### Problem
Which lines in the entries below contain the string "order"? Show each of them in full.
########
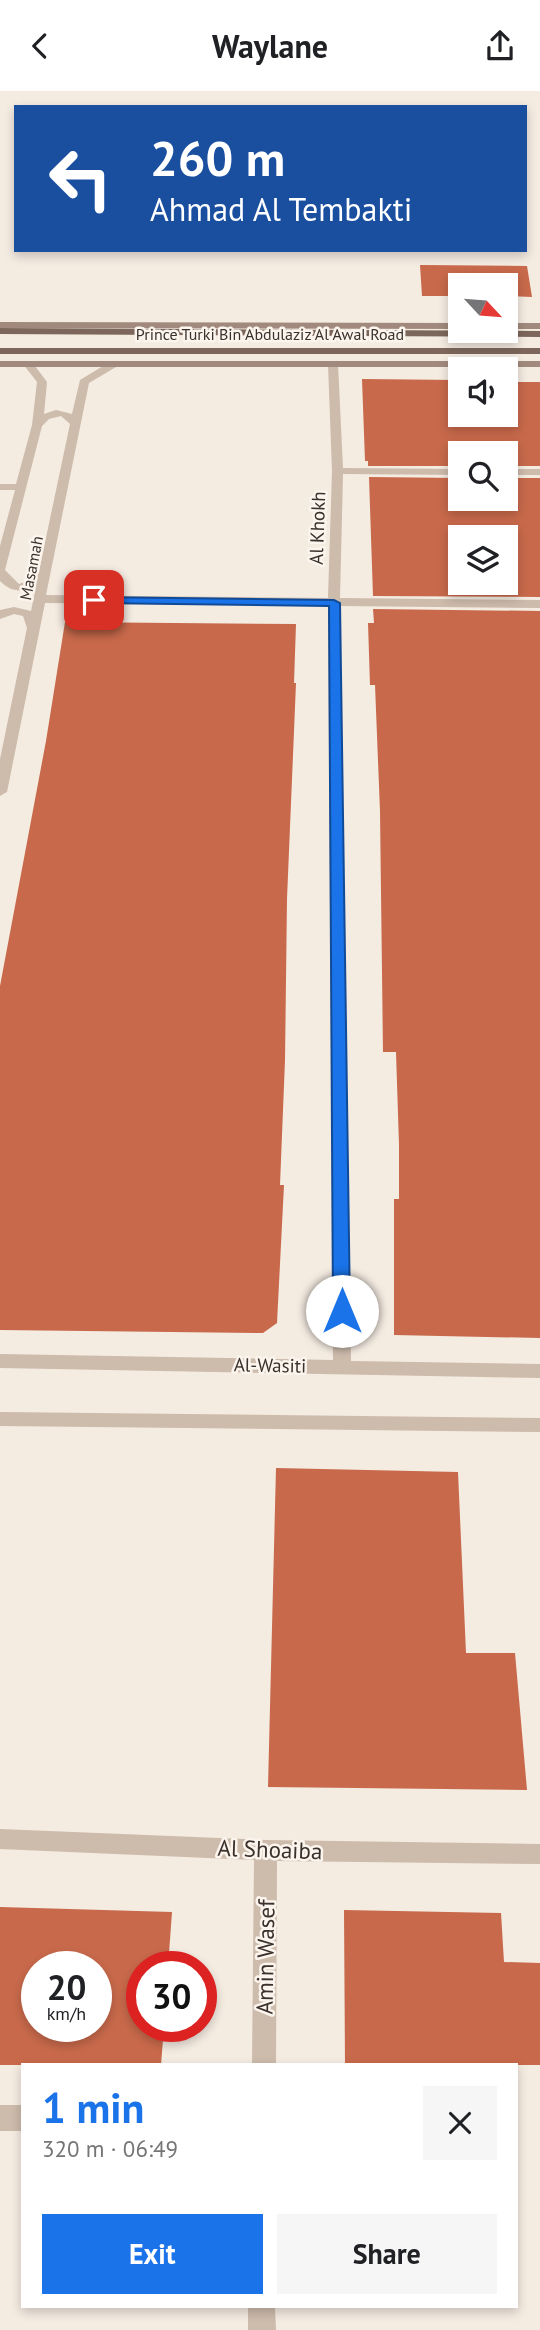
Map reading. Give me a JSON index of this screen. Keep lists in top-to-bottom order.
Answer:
{
  "streets": {
    "main road": ["Prince Turki Bin Abdulaziz Al Awal Road"],
    "street": [
      "Al Khokh",
      "Masamah",
      "Al-Wasiti",
      "Al Shoaiba",
      "Amin Wasef"
    ]
  },
  "crossings": [
    ["Al Khokh", "Al-Wasiti"],
    ["Al Shoaiba", "Amin Wasef"]
  ],
  "north": "bottom right",
  "page": {
    "header": "Waylane",
    "turn": ["260 m", "Ahmad Al Tembakti"],
    "speed": "20 km/h",
    "limit": "30",
    "heading": ["1 min", "320 m · 06:49"],
    "buttons": ["Exit", "Share"]
  }
}
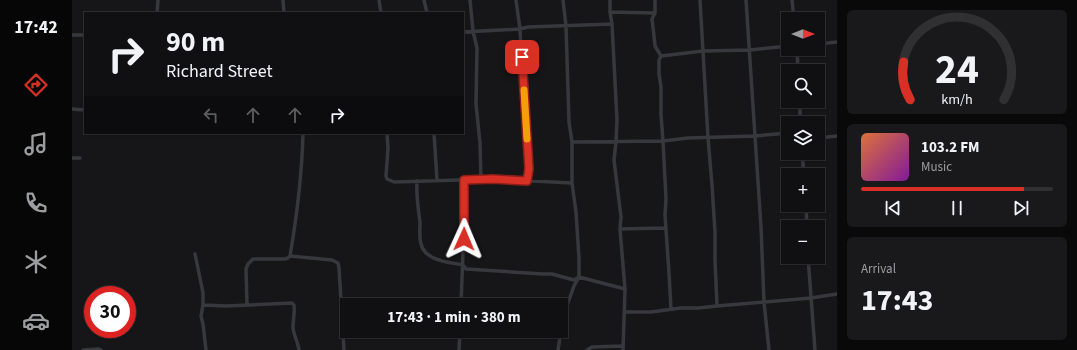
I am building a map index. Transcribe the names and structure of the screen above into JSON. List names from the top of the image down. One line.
{"north":"right","page":{"tabs":"17:42","map_buttons":["+","−"],"turn":["90 m","Richard Street"],"song":["103.2 FM","Music"],"tile":["Arrival","17:43"],"limit":"30","trip":"17:43 · 1 min · 380 m","gauge":["24","km/h"]}}
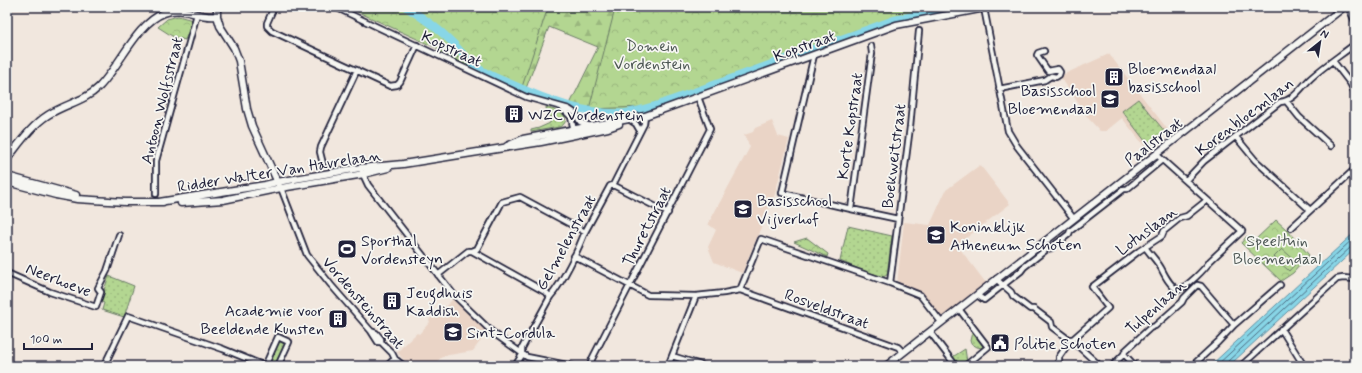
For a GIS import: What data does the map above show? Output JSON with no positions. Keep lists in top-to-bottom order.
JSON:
{
  "streets": {
    "main road": [
      "Kopstraat",
      "Paalstraat",
      "Ridder Walter Van Havrelaan",
      "Vordensteinstraat"
    ],
    "street": [
      "Antoon Wolfsstraat",
      "Korenbloemlaan",
      "Korte Kopstraat",
      "Boekweitstraat",
      "Thuretstraat",
      "Lotuslaan",
      "Gelmelenstraat",
      "Neerhoeve",
      "Tulpenlaan",
      "Rosveldstraat"
    ]
  },
  "crossings": [
    ["Kopstraat", "Ridder Walter Van Havrelaan"],
    ["Kopstraat", "Thuretstraat"],
    ["Kopstraat", "Gelmelenstraat"],
    ["Paalstraat", "Lotuslaan"],
    ["Paalstraat", "Rosveldstraat"],
    ["Ridder Walter Van Havrelaan", "Vordensteinstraat"],
    ["Lotuslaan", "Tulpenlaan"]
  ],
  "parks": ["Domein Vordenstein", "Speeltuin Bloemendaal"],
  "places": {
    "building": [
      "Bloemendaal basisschool",
      "WZC Vordenstein",
      "Jeugdhuis Kaddish",
      "Academie voor Beeldende Kunsten"
    ],
    "school or university": [
      "Basisschool Bloemendaal",
      "Basisschool Vijverhof",
      "Koninklijk Atheneum Schoten",
      "Sint-Cordula"
    ],
    "sports": ["Sporthal Vordensteyn"],
    "public building": ["Politie Schoten"]
  },
  "scale_bar": "100 m",
  "north": "top right"
}
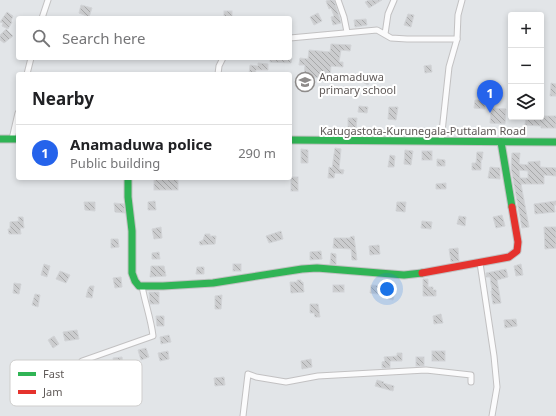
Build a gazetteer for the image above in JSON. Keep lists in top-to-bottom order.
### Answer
{
  "streets": {
    "main road": ["Katugastota-Kurunegala-Puttalam Road"]
  },
  "places": {
    "school or university": ["Anamaduwa primary school"]
  },
  "legend": ["Fast", "Jam"],
  "page": {
    "map_buttons": ["+", "−"],
    "search": "Search here",
    "heading": "Nearby",
    "pins": "1",
    "list": [
      {
        "mark": "1",
        "name": "Anamaduwa police",
        "note": "Public building",
        "value": "290 m"
      }
    ]
  }
}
########
### Exercise result
Map reading. Give me a JSON index of this screen. Keep lists in top-to-bottom order.
For a GIS import: What data does the map above show? Output JSON with no positions. Keep lists in top-to-bottom order.
Build a gazetteer for the image above in JSON. Keep lists in top-to-bottom order.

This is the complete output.